Reliability and coefficient alpha Flashcards
What is reliability?
Reliability is the desired consistency or reproducibility of test scores?
- A measure of the extent of error present in a test.
Do we assume there is always some error in measurement?
Yes and that error is random.
What do we assume leads to the differences in a person’s score on a test?
Measurement error. It is unlikely that a person’s true score will change every time they take a test.
What do we expect the distribution of scores to be for a test?
Normal distribution.
What four assumptions underlie classical test theory?
- Each person has a true score we could obtain if there was no measurement error.
- There is measurement error, but this error is random.
- The true score of an individual doesn’t change with repeated applications of the same test even though their observed score does.
- The distribution of random errors (and thus observed test scores) will be the same for all ages.
What is the domain sampling model?
- It is another central concept of classical test theory.
- If we construct a test on something, we can’t ask all possible questions, so we only use a few test items (a sample)
- Using fewer test items can lead to the introduction of error. We need to determine whether the test items adequately sample the domain or construct.
What is the point of reliability analysis?
Reliability analysis is conducted to ascertain how much error we would make by using a score from a shorter test as an estimate of someone’s true ability.
What are three things to note regarding reliability analysis?
- Reliability= variance of observed score on short test/variance of true score.
- Observed test scores should be correlated with true score.
-As the sample gets larger, estimate is more accurate - It is easy to work out reliability if we have the true score.
What can affect reliability measurements?
- Different ways of measuring reliability are sensitive to measurement error.
- We consider various sources of measurement error.
What is “Standard Error of Measurement”?
- We can workout how much measurement error we have by working out how much, on average, an observed score on our test differs from the true score.
- We know that a person’s observed score differs from their true score, and that their true score is unknowable. But we can calculate the range in which a person’s true score should fall by calculating the Standard Error of Measurement.
What is the formula for standard error of measurement?
SEM= SD(sqrt)(1-r)
- SD of the scores
- r is the reliability of the test.
What do we do once we know the SEM?
- We can use it to create confidence intervals.
- The z-score for a 95% confidence interval= 1.96
- Lower bound= x-(1.96*SEM)
- Upper bound= x+(1.96*SEM)
where x is the person’s score on the test.
What are the different types of reliability?
- Test-retest reliability
- Parallel forms reliability
- Internal consistency (split-half reliability, Kuder-Richardson 20 reliability, coefficient/Cronbach’s alpha)
- Inter-rater reliability
What is test-retest reliability?
- The simplest way to establish reliability is to administer the test or
scale to a sample on two different occasions. If the scale is reliable,
the scores at the test and retest administration should be strongly
correlated. - The correlation between the 2 scores is also known as the coefficient of stability.

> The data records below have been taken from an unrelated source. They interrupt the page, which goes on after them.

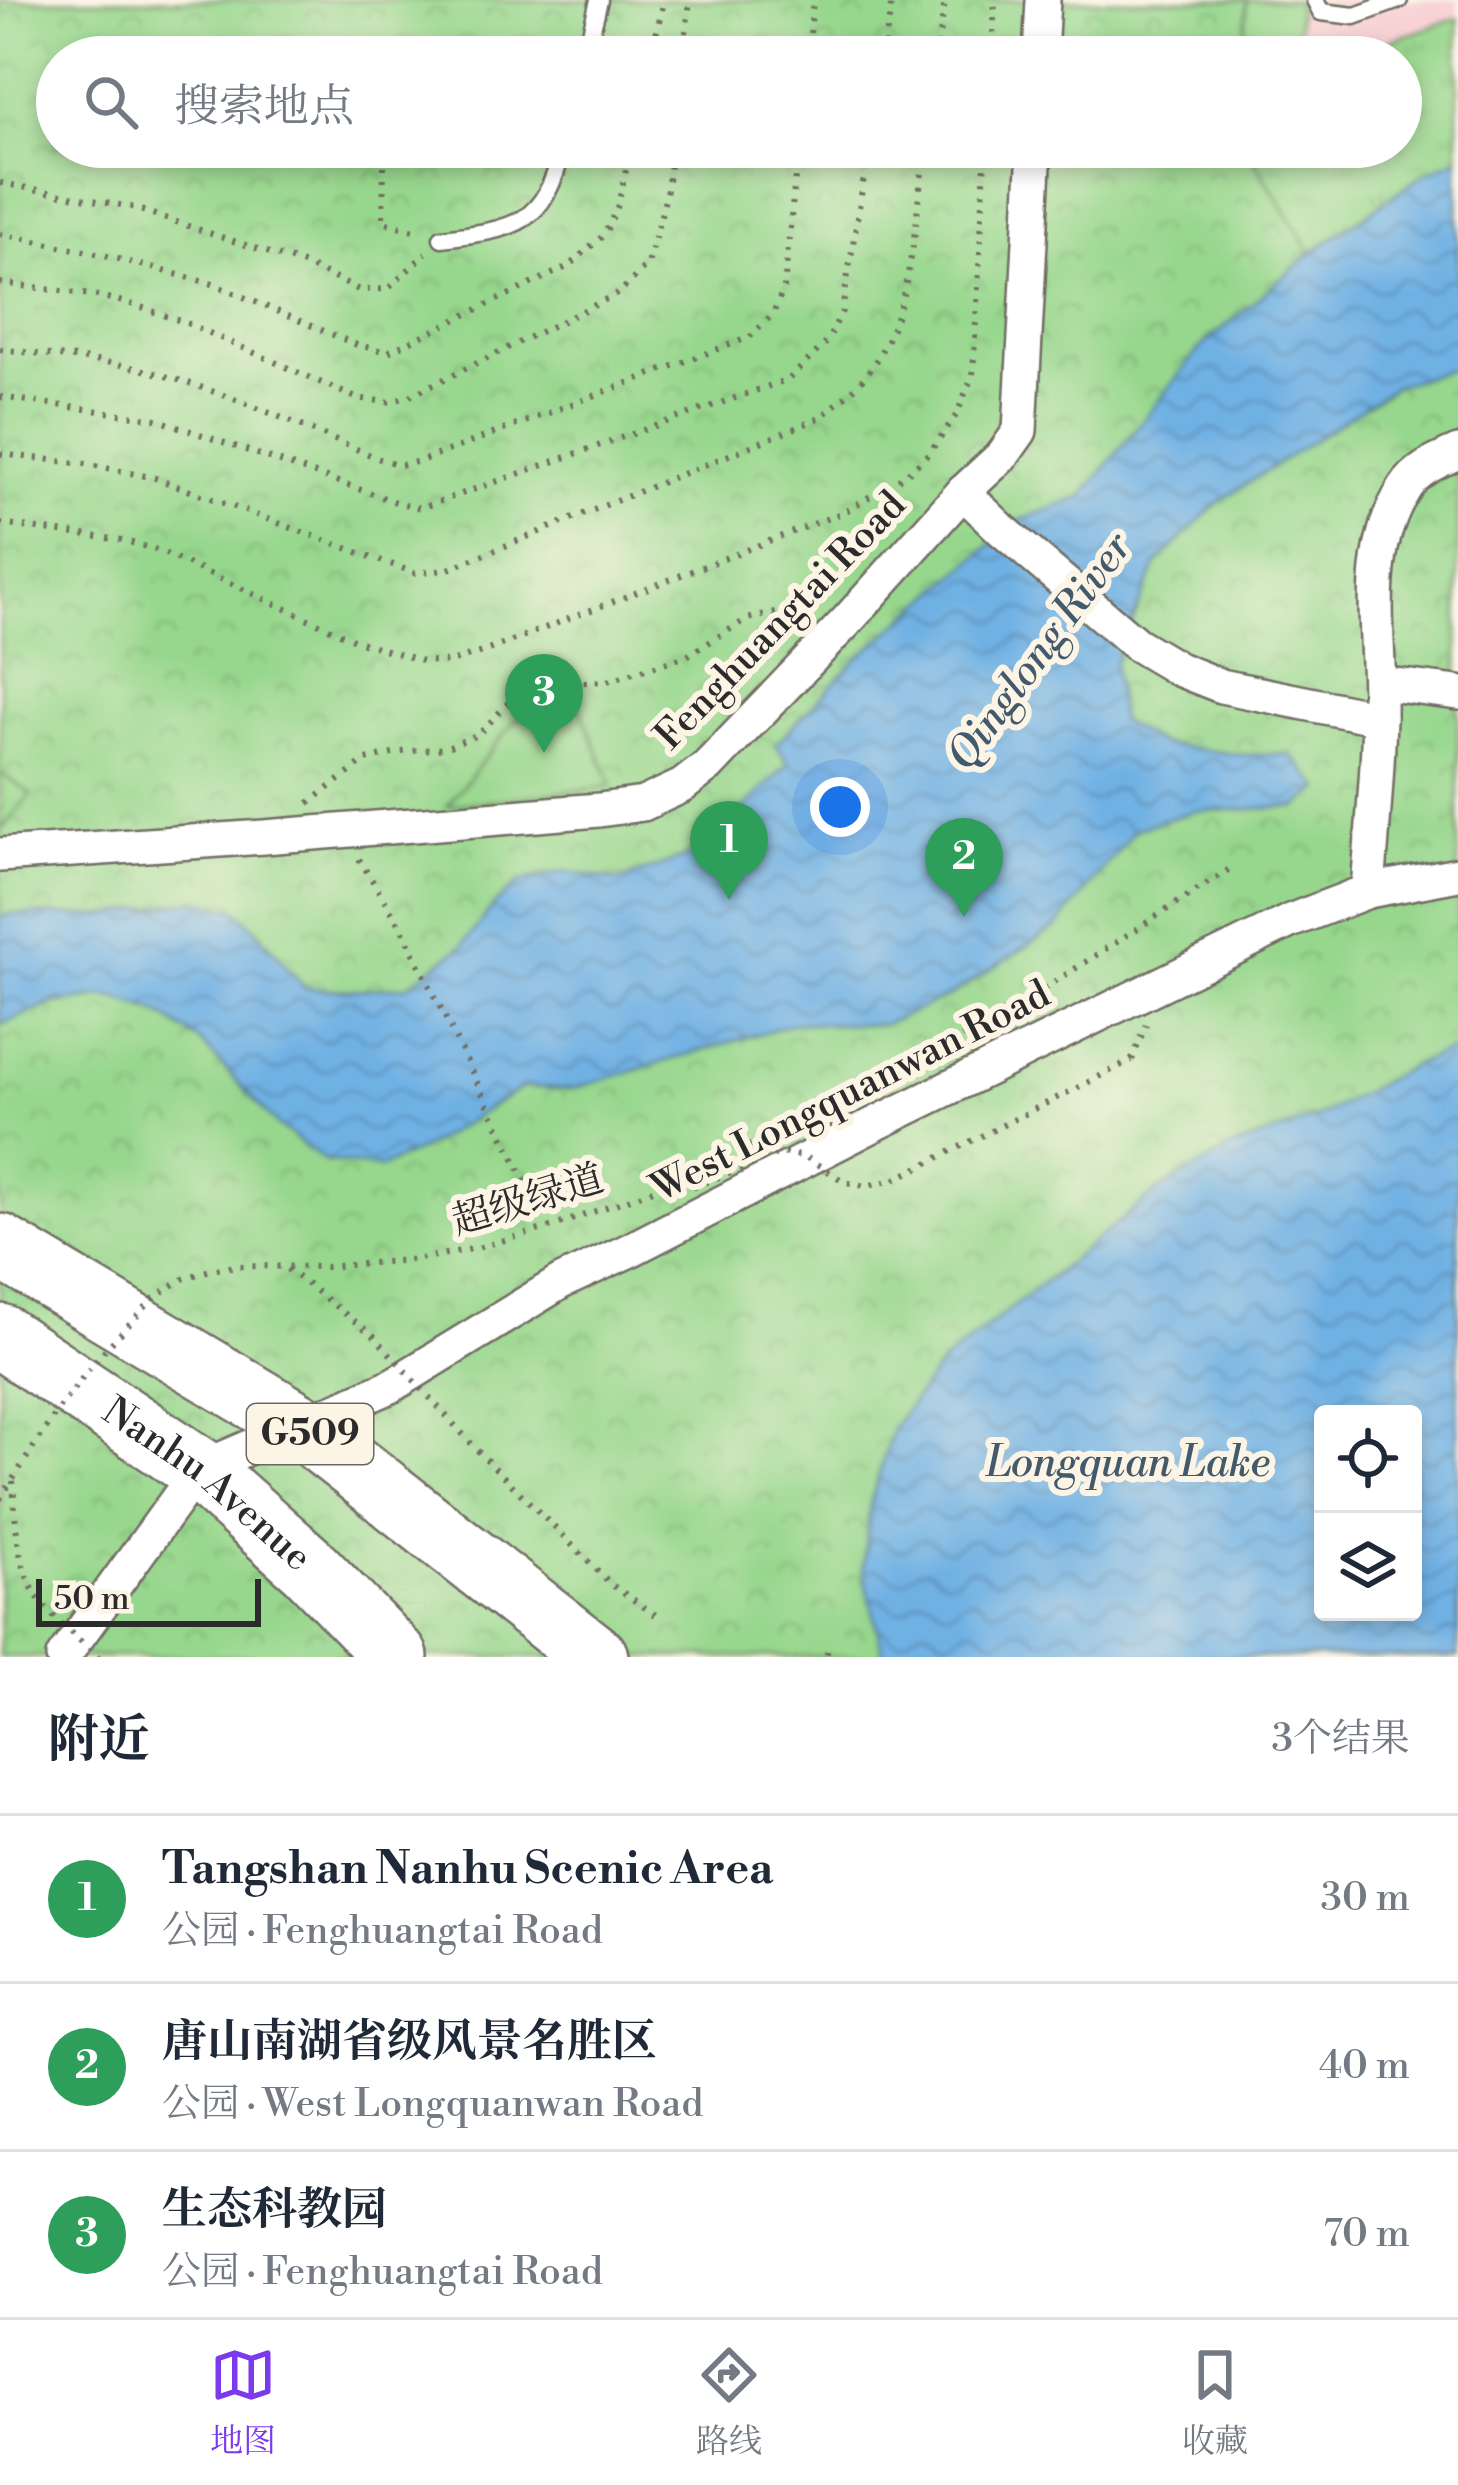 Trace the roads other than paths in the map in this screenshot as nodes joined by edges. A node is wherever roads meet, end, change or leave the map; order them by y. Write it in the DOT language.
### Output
graph roads {
  1 [pos="599,0"];
  2 [pos="1043,0"];
  3 [pos="1315,0"];
  4 [pos="1399,0"];
  5 [pos="590,36"];
  6 [pos="1041,36"];
  7 [pos="558,168"];
  8 [pos="1034,168"];
  9 [pos="442,238"];
  10 [pos="1458,452"];
  11 [pos="963,491"];
  12 [pos="1380,683"];
  13 [pos="1458,693"];
  14 [pos="1379,718"];
  15 [pos="0,855"];
  16 [pos="1458,874"];
  17 [pos="1368,891"];
  18 [pos="0,1246"];
  19 [pos="0,1336"];
  20 [pos="300,1426"];
  21 [pos="199,1469"];
  22 [pos="63,1657"];
  23 [pos="396,1657"];
  24 [pos="596,1657"];
  1 -- 5 [label="lane"];
  2 -- 6 [label="street"];
  3 -- 4 [label="lane"];
  7 -- 9 [label="lane"];
  8 -- 11 [label="street, Fenghuangtai Road"];
  10 -- 12 [label="street"];
  11 -- 14 [label="street"];
  11 -- 15 [label="street, Fenghuangtai Road"];
  12 -- 13 [label="street"];
  12 -- 14 [label="street"];
  14 -- 17 [label="street"];
  16 -- 17 [label="street, West Longquanwan Road"];
  17 -- 20 [label="street, West Longquanwan Road"];
  18 -- 20 [label="highway, G509"];
  19 -- 21 [label="highway, Nanhu Avenue / G509"];
  20 -- 21 [label="street, West Longquanwan Road"];
  20 -- 24 [label="highway, G509"];
  21 -- 22 [label="street"];
  21 -- 23 [label="highway, Nanhu Avenue / G509"];
}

- The source of error measured is time sampling.
What are the issues with test-retest reliability?
- What is the optimal length of time that should elapse between the administrations? If it is too soon, the participants may recall their answers from the first administration. If left too long, extraneous
events may influence the scores on the scale. - There are issues around using it when measuring things that are more transient like mood.
- ## What if some event happens in between first and second administration?
What is parallel form reliability?
Alternate-forms reliability requires the construction of two equivalent versions of the same test, which have items that are closely matched. Then the two forms are administered to the same set of people either at different times or at the same time.
- The correlation between the two forms is known as the coefficient of equivalence
- The source of error measure is item sampling.